2024’s Joker: Folie a Deux cost $200 million and runs 138 minutes. It earned $208 million, barely recouping its production budget. That’s a failure. Compare that to 2019’s Joker, which cost just $70 million, runs just over two hours, and earned over a billion dollars. The pattern is hard to ignore.
Let’s push it further. 2025’s Anaconda runs 99 minutes, cost $45 million, and brought in $135 million at the box office, earning three times its production budget. If you need more proof, just look up the financials for any movie to come out over the past decade, and tell me what you see.
The John Wick Method Works For Scaling An IP
I’m going to lay out something I’m calling “The John Wick Method,” because it perfectly illustrates the point. I’m not against long films. I’m not against expensive films. But films that are both long and expensive need to earn their keep. Superhero movies learned this the hard way when Marvel and DC kept cranking out epics nobody asked for, forcing them to course correct, reconsider their release schedule, and how much money they’re dumping into projects that don’t necessarily guarantee a return on their investment.
The John Wick franchise, on the other hand, started small and scaled up. The first film topped out at $30 million and earned $86 million. It runs 101 minutes.

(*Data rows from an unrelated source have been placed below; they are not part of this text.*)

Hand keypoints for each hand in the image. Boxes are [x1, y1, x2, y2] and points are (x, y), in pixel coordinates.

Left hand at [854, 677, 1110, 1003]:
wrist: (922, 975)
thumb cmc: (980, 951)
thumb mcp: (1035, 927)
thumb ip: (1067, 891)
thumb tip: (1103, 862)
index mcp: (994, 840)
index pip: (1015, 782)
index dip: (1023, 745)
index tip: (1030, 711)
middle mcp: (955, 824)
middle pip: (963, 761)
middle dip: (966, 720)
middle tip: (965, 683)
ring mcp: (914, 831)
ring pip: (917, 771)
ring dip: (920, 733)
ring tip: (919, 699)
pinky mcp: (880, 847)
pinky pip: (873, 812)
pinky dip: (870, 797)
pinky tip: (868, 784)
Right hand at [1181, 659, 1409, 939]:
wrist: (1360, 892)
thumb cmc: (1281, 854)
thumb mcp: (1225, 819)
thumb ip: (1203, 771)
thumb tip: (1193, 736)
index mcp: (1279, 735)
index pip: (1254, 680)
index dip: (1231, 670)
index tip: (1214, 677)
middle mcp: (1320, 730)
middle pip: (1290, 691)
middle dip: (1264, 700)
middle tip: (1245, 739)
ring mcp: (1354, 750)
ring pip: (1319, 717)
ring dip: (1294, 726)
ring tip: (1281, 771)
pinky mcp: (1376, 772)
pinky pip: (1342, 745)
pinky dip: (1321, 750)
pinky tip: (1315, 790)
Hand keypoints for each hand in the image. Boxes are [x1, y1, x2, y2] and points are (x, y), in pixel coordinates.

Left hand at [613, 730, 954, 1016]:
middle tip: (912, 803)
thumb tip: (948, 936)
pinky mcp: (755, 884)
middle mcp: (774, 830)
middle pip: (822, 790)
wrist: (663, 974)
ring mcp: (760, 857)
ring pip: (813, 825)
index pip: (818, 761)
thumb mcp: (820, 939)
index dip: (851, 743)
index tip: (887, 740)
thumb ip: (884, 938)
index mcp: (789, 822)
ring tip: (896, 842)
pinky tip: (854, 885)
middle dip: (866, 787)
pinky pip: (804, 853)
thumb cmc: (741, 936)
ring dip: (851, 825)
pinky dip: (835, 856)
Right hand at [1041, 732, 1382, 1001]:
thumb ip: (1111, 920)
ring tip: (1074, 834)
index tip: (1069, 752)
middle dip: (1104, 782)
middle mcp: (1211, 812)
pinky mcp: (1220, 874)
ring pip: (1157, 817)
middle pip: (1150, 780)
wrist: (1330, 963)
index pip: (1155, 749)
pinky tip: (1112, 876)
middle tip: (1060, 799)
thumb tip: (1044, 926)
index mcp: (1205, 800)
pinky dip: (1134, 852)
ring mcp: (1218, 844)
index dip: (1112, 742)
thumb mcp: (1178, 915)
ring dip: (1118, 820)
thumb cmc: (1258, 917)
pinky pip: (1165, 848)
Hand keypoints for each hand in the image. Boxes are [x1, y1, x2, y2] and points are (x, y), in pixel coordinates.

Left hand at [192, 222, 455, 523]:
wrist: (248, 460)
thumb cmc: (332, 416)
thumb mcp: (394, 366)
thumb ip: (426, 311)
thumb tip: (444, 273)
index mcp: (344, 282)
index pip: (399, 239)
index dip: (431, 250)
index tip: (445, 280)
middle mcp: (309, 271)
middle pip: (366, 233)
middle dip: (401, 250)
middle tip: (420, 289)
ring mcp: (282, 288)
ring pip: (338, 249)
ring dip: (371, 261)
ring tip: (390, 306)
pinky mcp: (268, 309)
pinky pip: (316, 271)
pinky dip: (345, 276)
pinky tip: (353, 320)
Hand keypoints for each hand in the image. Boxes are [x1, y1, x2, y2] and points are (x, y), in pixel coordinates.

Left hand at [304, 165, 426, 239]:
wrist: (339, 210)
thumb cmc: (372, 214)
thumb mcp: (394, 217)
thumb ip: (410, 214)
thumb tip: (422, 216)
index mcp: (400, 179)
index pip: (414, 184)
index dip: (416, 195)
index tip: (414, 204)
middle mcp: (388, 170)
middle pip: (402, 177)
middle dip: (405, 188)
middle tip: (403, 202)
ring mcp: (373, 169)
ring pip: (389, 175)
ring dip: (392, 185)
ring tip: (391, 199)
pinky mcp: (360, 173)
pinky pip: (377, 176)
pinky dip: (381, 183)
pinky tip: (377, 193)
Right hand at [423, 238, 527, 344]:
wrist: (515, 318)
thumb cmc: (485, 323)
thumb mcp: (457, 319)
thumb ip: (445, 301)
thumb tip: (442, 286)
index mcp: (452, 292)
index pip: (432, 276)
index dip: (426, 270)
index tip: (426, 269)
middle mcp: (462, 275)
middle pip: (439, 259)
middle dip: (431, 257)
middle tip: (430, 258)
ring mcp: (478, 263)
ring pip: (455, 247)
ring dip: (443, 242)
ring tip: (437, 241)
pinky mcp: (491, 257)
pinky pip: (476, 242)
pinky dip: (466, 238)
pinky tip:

The concept was proven, audiences wanted more, and the sequel followed with a $40 million budget, a 122-minute runtime, and $174 million in box office receipts. Chapter 3 runs nine minutes longer than Chapter 2, cost $75 million, and earned $327 million, and so on. People wanted John Wick to be bigger and badder, that’s exactly what they got, and the numbers prove that this is the way to properly scale towards a film like Chapter 4, which is nearly three hours long, but doesn’t feel like a total slog to get through. It’s exactly why it earned $447 million against its $100 million budget.
You know what didn’t perform well? 2023’s Napoleon, which had a $200 million budget, barely broke even at $222 million, and comes with a 205-minute director’s cut that hit streaming because the 157-minute version apparently wasn’t punishing enough. Think about how many Anaconda and Weapons-type films we could have cycled through theaters if Ridley Scott didn’t have such a hard-on for historical epics.
This isn’t an indictment of long, expensive movies. But when 2000’s Gladiator was released, it felt like an event, not standard practice. We wanted to see what $103 million looked like on the big screen. And because it was a great movie that fully justified its 155-minute runtime, it felt like a special occasion. That’s why it earned nearly half a billion dollars. It was spectacular, and people wanted to see it again.
We Want Movies, Not Events
When every single film is treated like an event, audiences have to be selective. The last time I went to a regular, non drive-in theater, four tickets, a large popcorn, and a large soda cost me $100. If it’s also going to cost me three hours of my time for a movie that isn’t even good enough to recoup its budget, then why aren’t studios cranking out shorter, cheaper films?
We’ve reached the point where it’s obvious you don’t need hundreds of millions of dollars to make something worth watching. And nobody wants to burn an entire afternoon or evening on something that’s just “meh.” It will deter them from making a night at the movies a regular family outing, especially when you consider how much it costs to go to the movies these days.
The John Wick franchise did it right. It proved demand with a tight runtime, and a relatively inexpensive concept, then scaled up once it was proven that audiences were invested. Unless studios can consistently capture lightning in a bottle like that, it’s time to cut runtimes, cut budgets, and make movies people actually want to sit through instead of self-indulgent endurance tests. Do that, and you’ll see more asses in seats. Suddenly, 10 screens can show 10 different movies. Suddenly, people care about going to the theater again.